One of the biggest investment banks is one of the most bullish voices in predicting the state of the oil market next year. Goldman Sachs is more optimistic about the speed of the oil market rebalancing than many experts and other banks, and OPEC itself.

Goldman Sachs expects that the global oil overhang will have cleared by the middle of 2018, accelerating OPEC’s exit from the production cut pact that is currently set to expire at the end of 2018.   

“The oil re-balancing continued its progress through November,” thanks to factors including “stellar” oil demand growth, Goldman Sachs analysts said in a note this week, as carried by Bloomberg.

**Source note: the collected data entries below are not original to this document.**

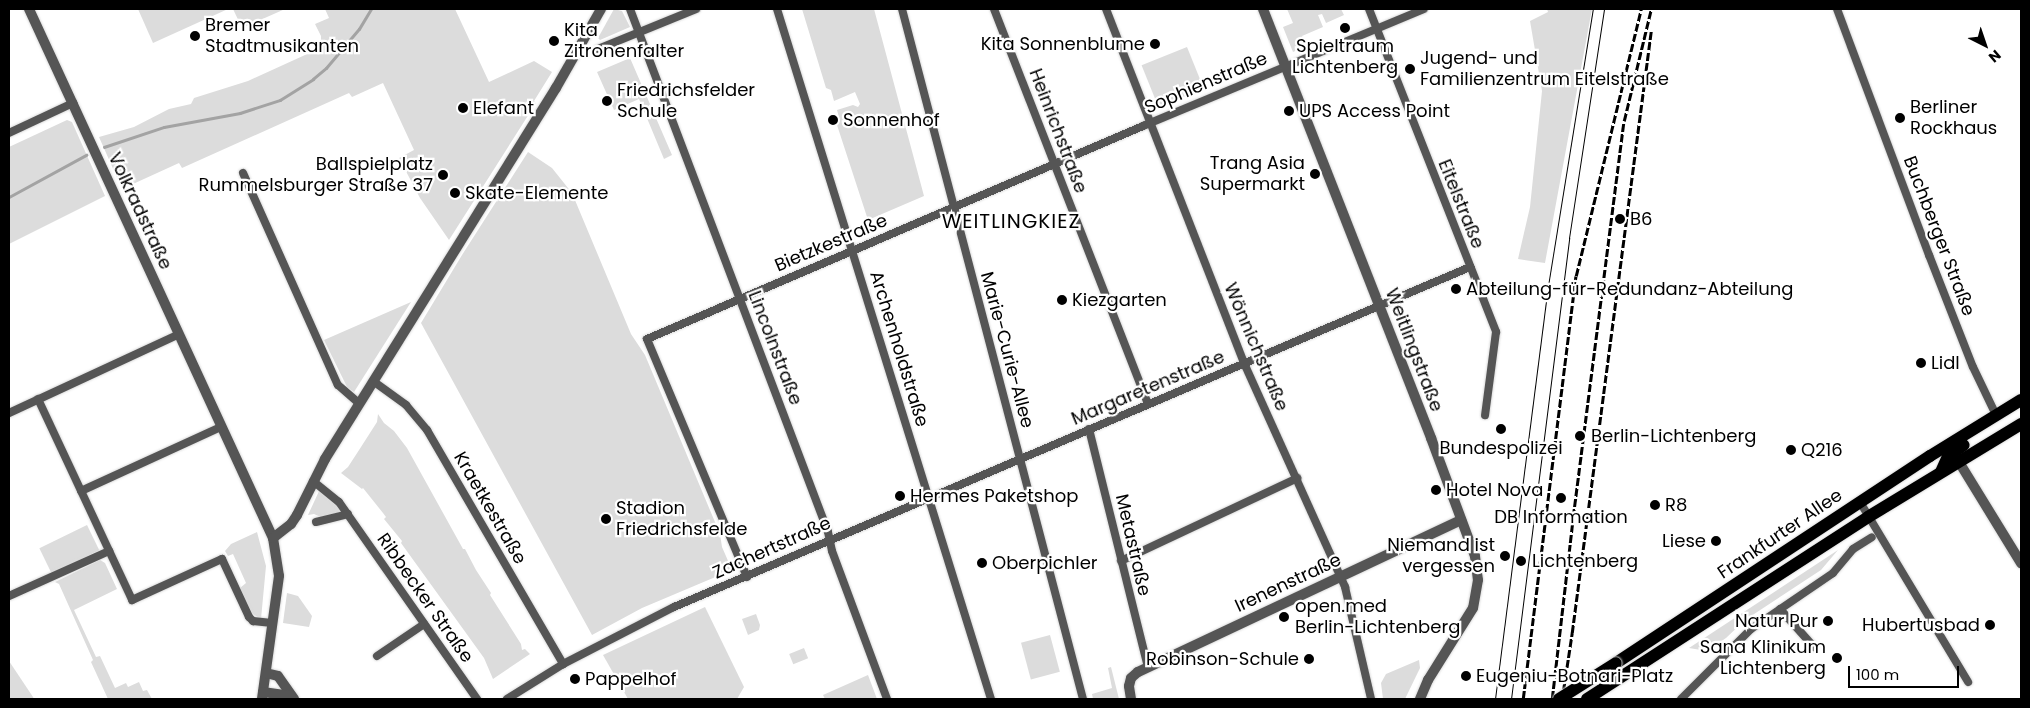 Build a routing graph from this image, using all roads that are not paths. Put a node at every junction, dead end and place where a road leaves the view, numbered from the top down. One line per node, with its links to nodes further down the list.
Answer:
1 (29, 9): 17 (street, Volkradstraße)
2 (601, 9): 30 (street)
3 (630, 9): 14 (street, Lincolnstraße)
4 (696, 9): 14 (street)
5 (777, 9): 24 (street, Archenholdstraße)
6 (902, 9): 23 (street, Marie-Curie-Allee)
7 (994, 9): 20 (street, Heinrichstraße)
8 (1106, 9): 18 (street, Wönnichstraße)
9 (1263, 9): 16 (street, Weitlingstraße)
10 (1369, 9): 13 (street, Eitelstraße)
11 (1424, 9): 13 (street, Sophienstraße)
12 (1837, 9): 37 (street, Buchberger Straße)
13 (1377, 28): 16 (street, Sophienstraße); 25 (street, Eitelstraße)
14 (641, 32): 15 (street); 26 (street, Lincolnstraße)
15 (598, 50)
16 (1285, 66): 18 (street, Sophienstraße); 27 (street, Weitlingstraße)
17 (73, 104): 19 (street); 28 (street, Volkradstraße)
18 (1150, 123): 20 (street, Sophienstraße); 29 (street, Wönnichstraße)
19 (9, 133)
20 (1054, 164): 22 (street, Sophienstraße); 34 (street, Heinrichstraße)
21 (243, 173): 33 (street)
22 (1000, 187): 23 (street, Bietzkestraße)
23 (954, 207): 24 (street, Bietzkestraße); 42 (street, Marie-Curie-Allee)
24 (852, 250): 26 (street, Bietzkestraße); 48 (street, Archenholdstraße)
25 (1470, 267): 27 (street, Margaretenstraße); 36 (street, Eitelstraße)
26 (740, 299): 56 (street, Lincolnstraße); 60 (street, Bietzkestraße)
27 (1380, 305): 29 (street, Margaretenstraße); 52 (street, Weitlingstraße)
28 (179, 334): 31 (street); 39 (street, Volkradstraße)
29 (1244, 362): 34 (street, Margaretenstraße); 45 (street, Wönnichstraße)
30 (373, 381): 33 (street); 68 (street, Kraetkestraße)
31 (38, 399): 35 (street); 47 (street)
32 (2021, 400): 37 (main road, Frankfurter Allee)
33 (359, 403): 46 (street)
34 (1148, 404): 40 (street, Margaretenstraße)
35 (9, 413)
36 (1484, 415)
37 (1996, 415): 38 (main road); 43 (main road); 44 (main road); 49 (main road, Frankfurter Allee)
38 (2019, 425): 43 (main road, Frankfurter Allee)
39 (221, 427): 47 (street); 55 (street, Volkradstraße)
40 (1089, 429): 41 (street, Margaretenstraße); 58 (street, Metastraße)
41 (1058, 442): 42 (street, Zachertstraße)
42 (1019, 458): 48 (street, Zachertstraße); 78 (street, Marie-Curie-Allee)
43 (1959, 462): 44 (main road, Frankfurter Allee); 59 (street)
44 (1941, 472): 51 (main road, Frankfurter Allee)
45 (1297, 478): 58 (street); 61 (street, Wönnichstraße)
46 (313, 481): 50 (street, Ribbecker Straße); 55 (street)
47 (81, 492): 57 (street)
48 (929, 498): 56 (street, Zachertstraße); 77 (street, Archenholdstraße)
49 (1860, 502): 51 (street); 82 (main road, Frankfurter Allee, bridge)
50 (348, 514): 53 (street); 65 (street, Ribbecker Straße)
51 (1868, 517): 71 (street); 83 (main road, Frankfurter Allee)
52 (1461, 520): 61 (street, Irenenstraße); 81 (street, Weitlingstraße)
53 (316, 522)
54 (1872, 537): 63 (street)
55 (273, 538): 64 (street, Volkradstraße)
56 (830, 540): 60 (street, Zachertstraße); 76 (street, Lincolnstraße)
57 (109, 551): 62 (street); 64 (street)
58 (1121, 561): 69 (street, Metastraße)
59 (2021, 563)
60 (747, 577): 68 (street, Zachertstraße)
61 (1340, 577): 69 (street, Irenenstraße); 80 (street, Wönnichstraße)
62 (9, 596)
63 (1780, 609): 66 (street); 84 (street)
64 (272, 624): 70 (street, Volkradstraße)
65 (424, 624): 67 (street); 74 (street, Ribbecker Straße)
66 (1814, 647)
67 (377, 656)
68 (563, 664): 75 (street, Zachertstraße)
69 (1148, 667): 79 (street, Irenenstraße)
70 (266, 673): 72 (street, Volkradstraße); 73 (street)
71 (1968, 682)
72 (262, 695): 73 (street)
73 (293, 698)
74 (477, 699)
75 (507, 699)
76 (887, 699)
77 (991, 699)
78 (1083, 699)
79 (1132, 699)
80 (1371, 699)
81 (1420, 699)
82 (1559, 699)
83 (1587, 699)
84 (1681, 699)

“Global inventories will have re-balanced by mid-2018, leading to a gradual exit from the cuts,” Goldman’s analysts noted.

The U.S. investment bank also expects backwardation—the market structure of near-term oil futures trading at a premium to longer-dated contracts—to strengthen in the second quarter of 2018 when OECD oil inventories will drop to their five-year average.

Backwardation, a sign of a tighter oil market, was one of OPEC’s goals in the production cut deal.

Commercial oil stocks in the OECD fell further in November, and the difference to the latest five-year average has been reduced by around 200 million barrels since the beginning of 2017, OPEC Secretary General Mohammad Barkindo said last week. And this week, OPEC and its non-OPEC partners in the deal boasted “an impressive highest conformity level of 122 per cent.” Related: U.S. Slaps Sanctions On Israeli Oil Billionaire

However, even OPEC is less optimistic than Goldman about the oil market rebalancing by mid-2018. In its Monthly Oil Market Report, OPEC said last week that it expects excess global inventories to arrive “at a balanced market by late 2018.”

Just two days before OPEC and allies agreed to extend the production cut pact to the end of 2018, Goldman Sachs had warned that a deal is far from certain. But after OPEC announced the extension, Goldman revised up its oil price forecasts for 2018, to $62 from $58 a barrel for Brent, and to $57.50 from $55 a barrel for WTI.  

The production cut pact “leaves room for an earlier exit than currently scheduled, we now reflect this resolve in our supply forecast, with full compliance for longer and a more modest exit rate,” Goldman said at the beginning of December.

At the end of December, the bank continues to believe that there may be an early exit from the cuts, and kept its $62 per barrel Brent forecast for 2018.

Goldman is one of the most bullish of the biggest banks. JPMorgan is also among the bulls, citing “solid fundamentals and tightening balances.” Citigroup and Barclays, however, are not that optimistic, and say that rising U.S. shale production could undo the current market optimism.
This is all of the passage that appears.